In recent years, many scholars have challenged Burkert’s and Vernant’s views, questioning its centrality. The Greeks lacked a word specific to animal sacrifice. The usual term thuein/thusia means to make smoke. The basic Roman words were sacrificare, meaning “any act by which something was put into the possession of a god.” 4 Also immolare, which meant to sprinkle meal. The central act of Roman worship, the authors say, was the burning of incense. Those who were suspected of refusing worship of the emperor were required to make an offering of incense and wine. The Christians like certain NeoPlatonics (see Porphyry, for example) were against the sacrifice of animals. I came away from this reading thinking it may have been the Christians who made it a separate category with heated disapproval (they believed Christ’s sacrifice was the only sacrifice), and then leading pagans to defend it, creating a conceptual category that had not previously been there.

 

Bruce Lincoln gives a history of modern western thoughts and theories on sacrifice from the late 19th century to the present.

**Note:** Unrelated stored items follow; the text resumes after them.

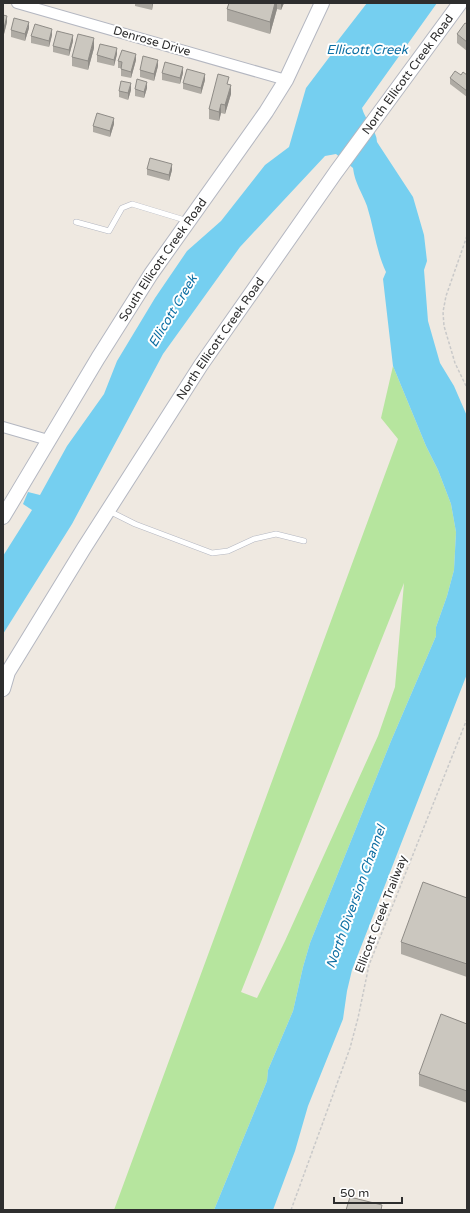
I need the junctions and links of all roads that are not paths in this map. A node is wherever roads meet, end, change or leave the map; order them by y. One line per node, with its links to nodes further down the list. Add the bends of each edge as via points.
1 (17, 3): 4 (street, Denrose Drive)
2 (322, 3): 4 (street, South Ellicott Creek Road)
3 (460, 3): 9 (street, North Ellicott Creek Road, via 336,172 201,365)
4 (286, 80): 5 (street, South Ellicott Creek Road)
5 (189, 221): 6 (lane, via 132,204 122,208 109,231); 8 (street, South Ellicott Creek Road, via 147,281)
6 (76, 222)
7 (3, 427): 8 (street)
8 (48, 440): 10 (street, South Ellicott Creek Road)
9 (108, 510): 11 (lane, via 136,524 212,552 228,551 254,539 276,534); 12 (street, North Ellicott Creek Road, via 8,672)
10 (3, 518)
11 (304, 541)
12 (3, 689)

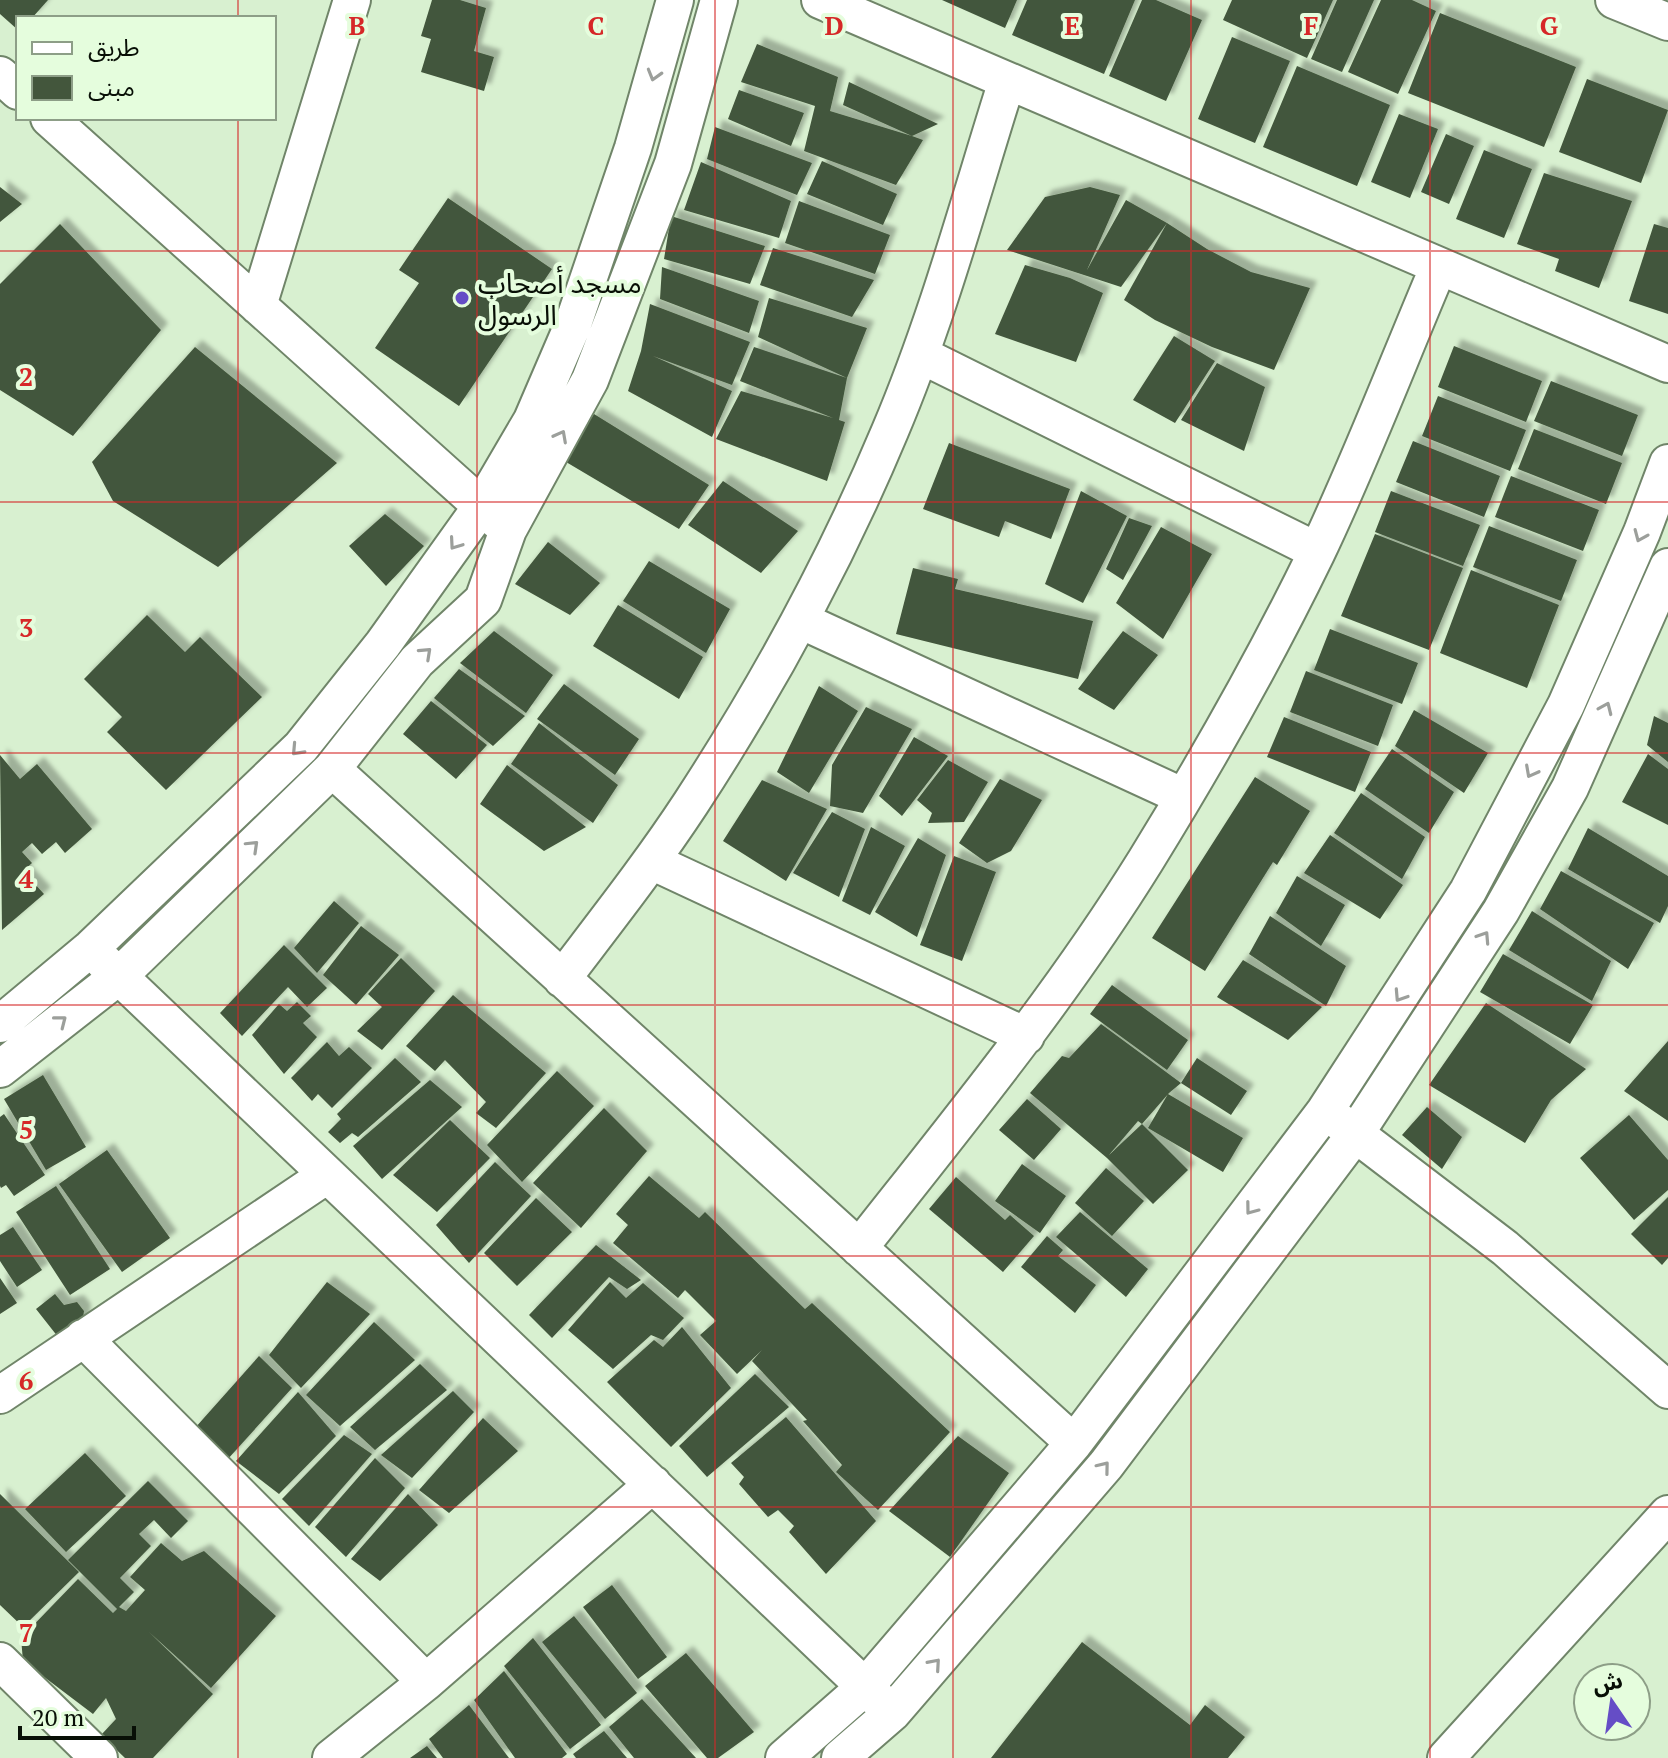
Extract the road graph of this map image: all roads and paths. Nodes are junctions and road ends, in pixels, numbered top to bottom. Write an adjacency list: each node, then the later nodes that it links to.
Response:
1 (675, 0): 16 (street, one-way to 16)
2 (719, 0): 16 (street, one-way to 2)
3 (820, 0): 8 (street)
4 (1614, 0): 6 (street)
5 (342, 11): 12 (street)
6 (1668, 22)
7 (0, 75): 9 (street)
8 (1007, 81): 11 (street); 13 (street)
9 (16, 89)
10 (51, 120): 12 (street)
11 (1439, 266): 14 (street); 17 (street)
12 (258, 306): 16 (street)
13 (921, 355): 17 (street); 19 (street)
14 (1668, 364)
15 (1668, 463): 29 (street, one-way to 29)
16 (495, 518): 20 (street, one-way to 16); 23 (street, one-way to 23)
17 (1317, 551): 21 (street)
18 (1668, 567): 30 (street, one-way to 18)
19 (800, 620): 21 (street); 22 (street)
20 (332, 769): 24 (street, one-way to 20); 25 (street)
21 (1184, 797): 27 (street)
22 (651, 861): 25 (street); 27 (street)
23 (91, 948): 24 (street); 26 (street)
24 (119, 976): 28 (street, one-way to 24); 31 (street)
25 (562, 979): 32 (street)
26 (0, 1024)
27 (1026, 1036): 32 (street)
28 (0, 1069)
29 (1325, 1111): 30 (street); 36 (street, one-way to 36)
30 (1356, 1133): 34 (street); 42 (street, one-way to 30)
31 (327, 1175): 33 (street); 37 (street)
32 (859, 1248): 36 (street)
33 (83, 1338): 35 (street); 40 (street)
34 (1668, 1390)
35 (0, 1395)
36 (1074, 1443): 41 (street)
37 (653, 1484): 40 (street); 41 (street)
38 (1668, 1514): 47 (street)
39 (0, 1661): 43 (street)
40 (426, 1682): 44 (street)
41 (865, 1687): 42 (street); 45 (street)
42 (892, 1713): 46 (street)
43 (99, 1758)
44 (331, 1758)
45 (784, 1758)
46 (840, 1758)
47 (1446, 1758)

Fritz Graf discusses the abandonment of ‘great theories’ a generation after Burkert’s and Vernant’s works. John Scheid writes all acts of eating and drinking were shared with the gods, whether plant material, meat, wine.…” Certain vegetable offerings, like the pure wine and the incense, were themselves a representation of the gods, and were in a certain sense even more important than animal sacrifice, because by offering them the Romans made the gods present, and opened a space for ritual communication with them.”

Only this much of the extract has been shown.